The now standard Qwerty keyboard layout that originates from 19th century is often assumed to be suboptimal, reason being that it was designed to cope with mechanical limits of typewriters. In order to avoid jamming of keylevers, letters often sequentially used had to be placed apart from each other, so that the levers would not interact. While true or not, various alternative layous have been proposed that are claimed to be much better optimized with typing speed and comfort in mind. First of these was the Dvorak Simplified Keyboard (or commonly just Dvorak) in 1932 that put more emphasis on using the middle (home) row and alternating hands after each key press. This is until today the most prominent alternative layout, but Colemak designed in 2006 is becoming increasingly popular. Supposedly, Colemak further increases the use of home row, optimizes the placement of more frequent letters and improves on rolling motions. While it’s not known how exactly was the development of Colemak aided by computers, the intricate computer assisted design of Qgmlwy is publicly available on the Carpalx project website. Qgmlwy should require the least effort when typing.

This post will evaluate differet aspects of the aforementioned keyboard layouts for typing in English. The differences between these layous are known but this post will also attempt to outline the magnitudes of these differences.

# Data entry

Let’s load necessary packages and objects. The latter includes theme and color scheme for plots and some functions for text formatting.

To begin with, we need to imput some data. American National Corpus data gives us the most common words and their relative frequencies in English. These frequencies are used as the basis for creating a text sample of 100 000 words which will be employed later in the analysis.

For evaluation of the placement of letters, the R’s matrix provides an appropriate data format. This does not perfectly reflect the staggered layout of most keyboards, but for the purposes here it’s close enough.

# Data preparation

We begin by creating a matrix that has a row for each word and a column for each symbol. Values of these columns indicate the count of occurrences of these symbols.
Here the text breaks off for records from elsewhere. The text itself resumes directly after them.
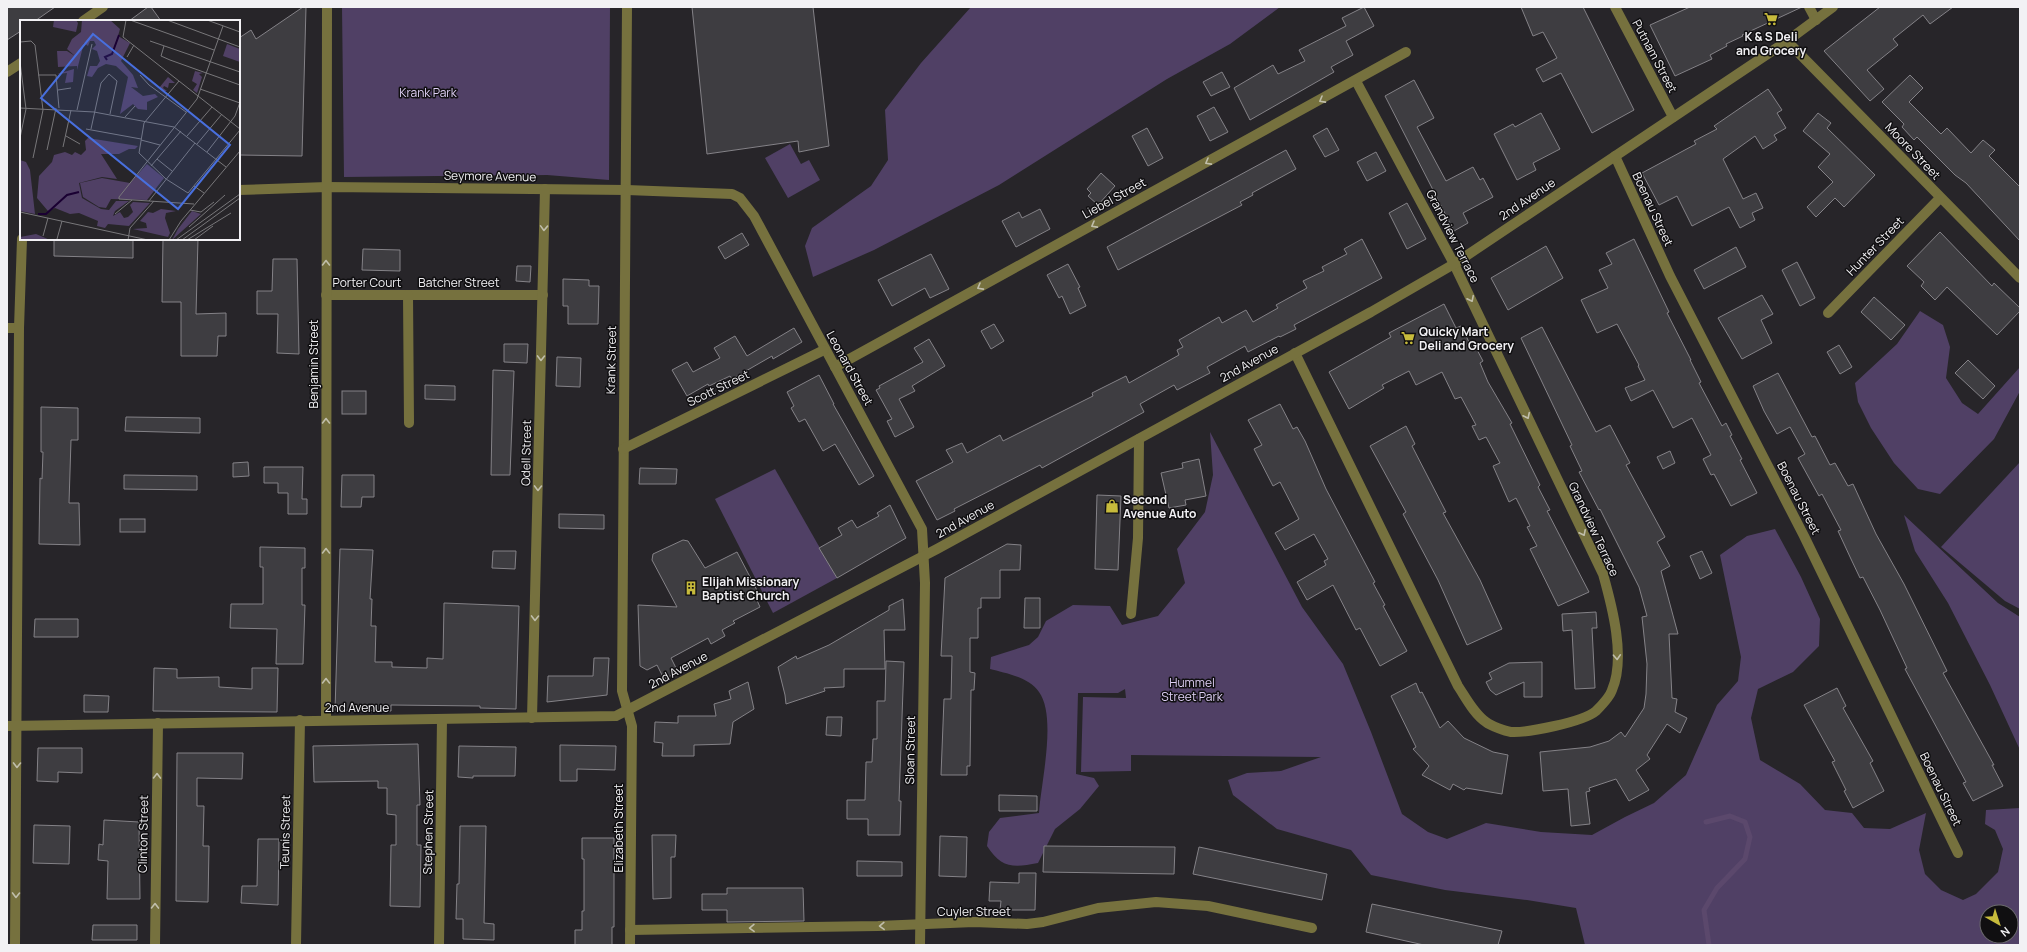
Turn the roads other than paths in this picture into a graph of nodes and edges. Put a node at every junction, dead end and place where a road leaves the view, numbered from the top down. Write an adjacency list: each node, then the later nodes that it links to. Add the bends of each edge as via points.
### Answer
1 (104, 7): 7 (street)
2 (327, 7): 16 (street, Benjamin Street)
3 (627, 7): 19 (street, Krank Street)
4 (1615, 7): 14 (street, Putnam Street)
5 (1809, 7): 8 (street)
6 (1833, 7): 8 (street, 2nd Avenue)
7 (84, 20)
8 (1816, 20): 9 (street, 2nd Avenue)
9 (1787, 41): 14 (street, 2nd Avenue); 21 (street, Moore Street)
10 (1406, 52): 13 (street, Liebel Street)
11 (20, 64): 12 (street)
12 (7, 72)
13 (1356, 81): 23 (street, Grandview Terrace); 33 (street, Liebel Street, one-way to 33)
14 (1673, 117): 15 (street, 2nd Avenue)
15 (1615, 156): 23 (street, 2nd Avenue); 47 (street, Boenau Street, via 1670,276 1804,536)
16 (326, 187): 17 (street, Seymore Avenue); 18 (street, Seymore Avenue); 25 (street, Benjamin Street, one-way to 16)
17 (545, 189): 19 (street, Seymore Avenue); 27 (street, Odell Street, one-way to 27)
18 (240, 190)
19 (627, 190): 20 (street, Seymore Avenue, via 732,194); 36 (street, Krank Street)
20 (740, 198): 31 (street, Leonard Street, via 754,216)
21 (1940, 198): 24 (street, Moore Street); 28 (street, Hunter Street)
22 (22, 240): 30 (street)
23 (1454, 264): 32 (street, 2nd Avenue); 32 (street, Grandview Terrace, one-way to 32, via 1603,574 1614,612 1617,678 1612,692 1595,712 1567,724 1511,732 1486,723 1473,709 1458,686)
24 (2020, 278)
25 (326, 295): 26 (street, Porter Court); 42 (street, Benjamin Street, one-way to 25)
26 (408, 295): 27 (street, Batcher Street); 34 (street, Batcher Street)
27 (542, 295): 40 (street, Odell Street, one-way to 40)
28 (1828, 314)
29 (7, 328): 30 (street)
30 (19, 328): 46 (street)
31 (824, 350): 33 (street, Leonard Street); 36 (street, Scott Street)
32 (1295, 353): 35 (street, 2nd Avenue)
33 (835, 367): 37 (street, Leonard Street, via 922,529)
34 (410, 423)
35 (1139, 439): 37 (street, 2nd Avenue); 38 (street, via 1138,538)
36 (623, 449): 39 (street, Krank Street, via 622,691)
37 (924, 555): 39 (street, 2nd Avenue); 48 (street, Sloan Street)
38 (1131, 614)
39 (626, 712): 40 (street, 2nd Avenue, via 616,716); 50 (street, Elizabeth Street, via 632,726)
40 (532, 718): 43 (street, 2nd Avenue)
41 (300, 720): 42 (street, 2nd Avenue); 44 (street, 2nd Avenue); 53 (street, Teunis Street)
42 (326, 720): 43 (street, 2nd Avenue)
43 (442, 720): 54 (street, Stephen Street)
44 (158, 723): 46 (street, 2nd Avenue); 52 (street, Clinton Street, one-way to 44)
45 (7, 726): 46 (street, 2nd Avenue)
46 (18, 726): 51 (street, one-way to 51)
47 (1958, 853)
48 (920, 924): 49 (street, Cuyler Street, via 1027,924 1098,908 1156,902 1208,906); 50 (street, Cuyler Street, one-way to 50); 56 (street, Sloan Street)
49 (1312, 928)
50 (630, 930): 55 (street, Elizabeth Street)
51 (15, 945)
52 (155, 945)
53 (296, 945)
54 (439, 945)
55 (630, 945)
56 (920, 945)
After simply binding the matrix with the initial data frame, we have another data frame we can use for our evaluation.

# Plot functions

To present the results of our analysis in an intuitive manner, we create a PlotBar function to illustrate results in absolute values and PlotDensity function to show the distribution of values by words.

# Frequencies of letters on different layouts

First off, lets compare the frequecy of letters in English corpus. Each letter in our data frame is multiplied by its actual count. Then we calculate the share of each letter from all letters.

Let’s plot the result.

Next, we define a function PlotFreq that plots these calculated frequencies. Again, it’s not the exact impression of standard keyboards with staggered layouts but good enough. We will use this function to produce graphs for each layout

The placement of letters on Qwerty does imply that the layout is not optimal for touch typing. Most of the more frequent letters are on the upper row and rather infrequent letters occupy the home position of the strongest fingers. The middle row almost seems to follow the letter ordering of the alphabet. On the other hand, some more infrequent keys are on the edges which should decrease the fatigue of weaker fingers.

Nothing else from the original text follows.